In 1951, Carl Rowan, a young African American journalist from Minneapolis, journeyed six thousand miles through the South to report on the reality of everyday life for blacks in the region. He sought out the hot spots of racial tension, including Columbia, Tennessee, the scene of a 1946 race riot, and Birmingham, Alabama, which he found to be a brutally racist city, and returned to the setting of his more personal trials: McMinnville, Tennessee, his boyhood home. In this ""balance sheet of American race relations,"" Rowan plots the racial mood of the South and describes simply but vividly the discrimination he encountered daily at hotels, restaurants, and railroad stations, on trains and on buses.
Originally published in 1952 and long out of print, South of Freedom is a first-rate account of what it was like to live as a second-class citizen, to experience the segregation, humiliation, danger, stereotypes, economic exploitation, and taboos that were all part of life for African Americans in the 1940s and 1950s.
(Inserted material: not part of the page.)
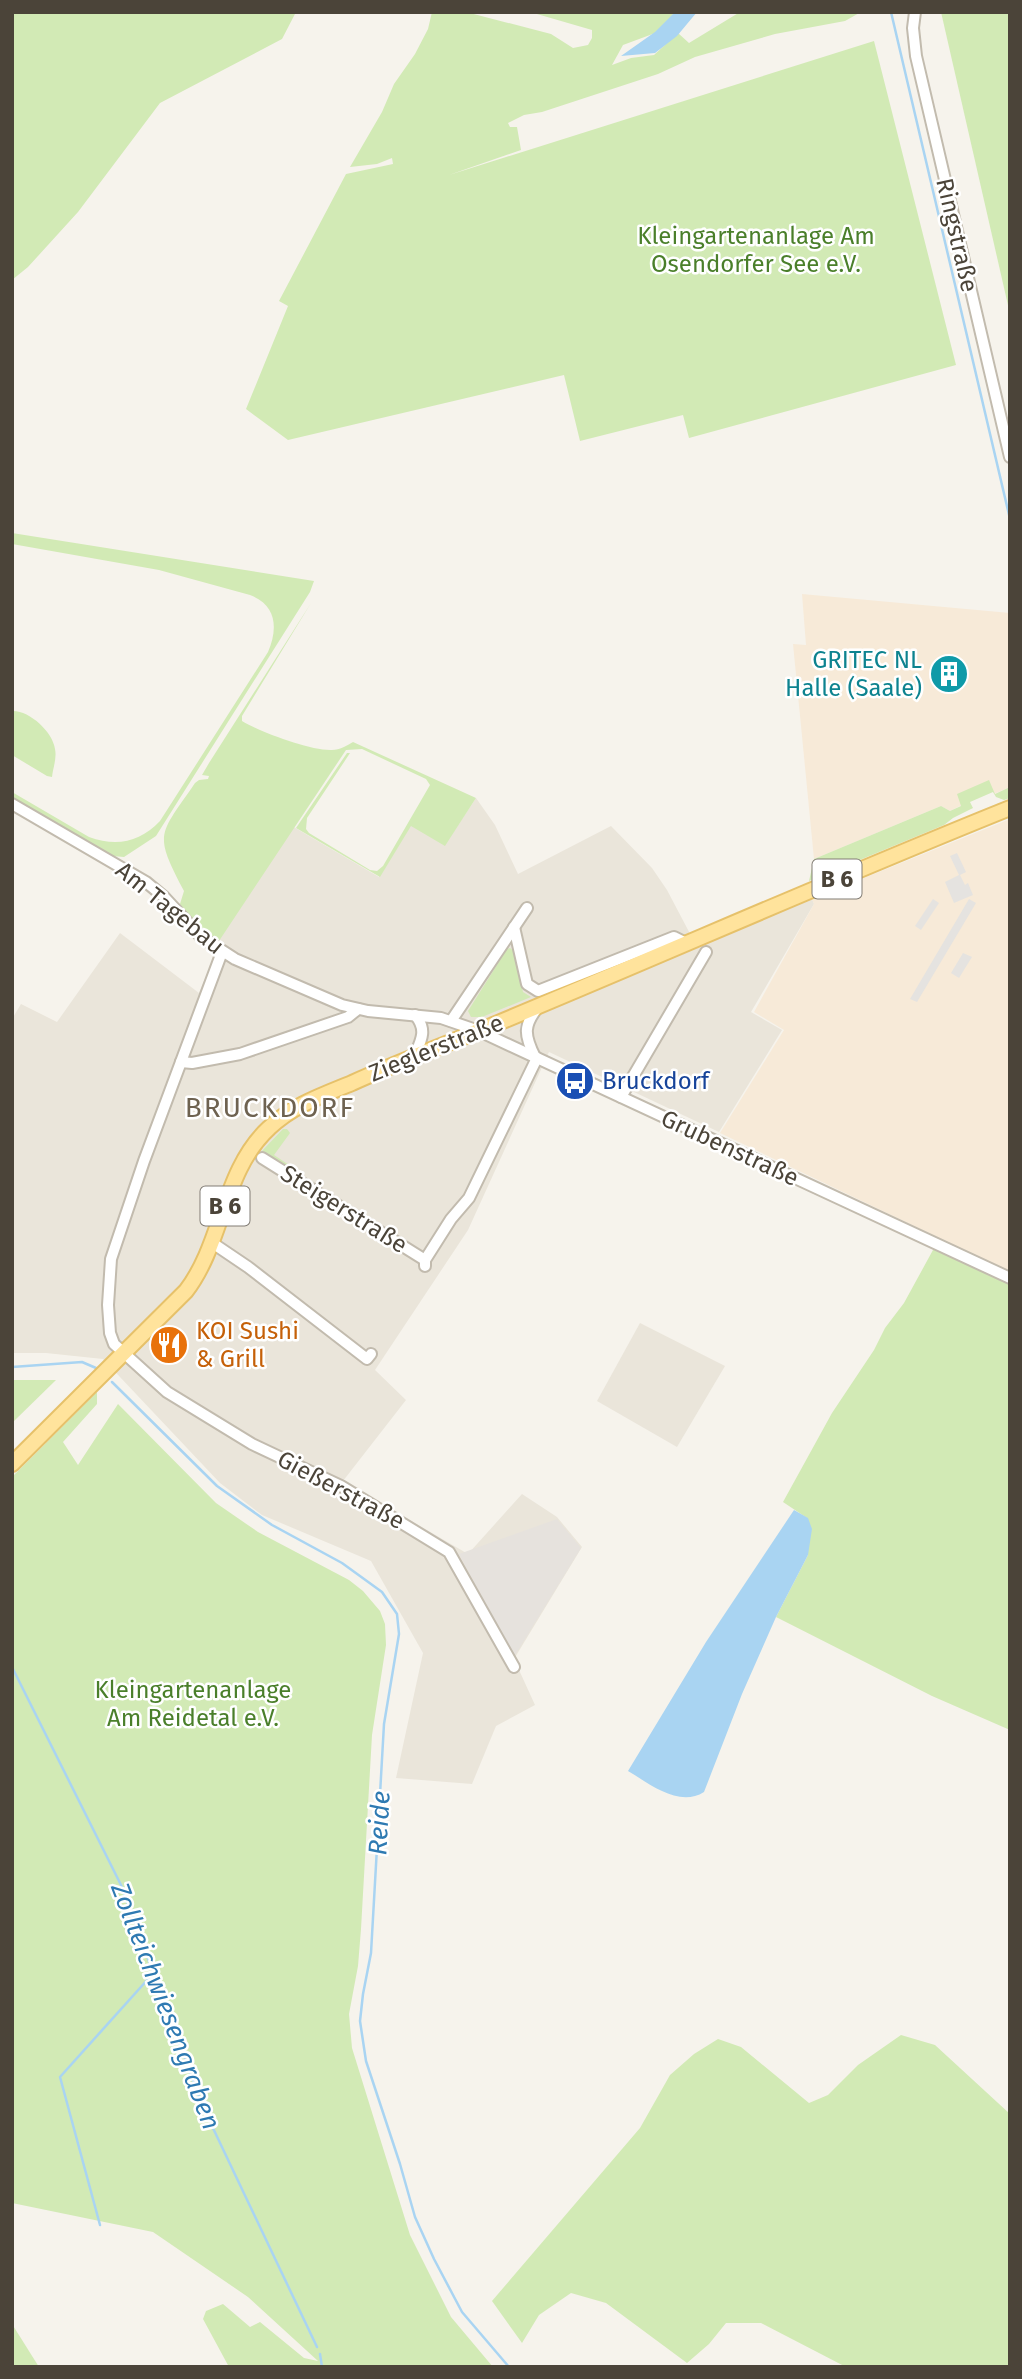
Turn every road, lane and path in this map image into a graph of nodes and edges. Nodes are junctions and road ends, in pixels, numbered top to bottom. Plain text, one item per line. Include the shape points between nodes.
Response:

For this edition, Douglas Brinkley provides a new introduction, incorporating recent interviews with Rowan to place the work in the context of its time.
An engaging, disturbing look at the opinions of the time on the ""Negro problem,"" Rowan's tales of travel in the South under Jim Crow are especially valuable today as a means of seeing how far we have advanced, and fallen short, in forty-five years.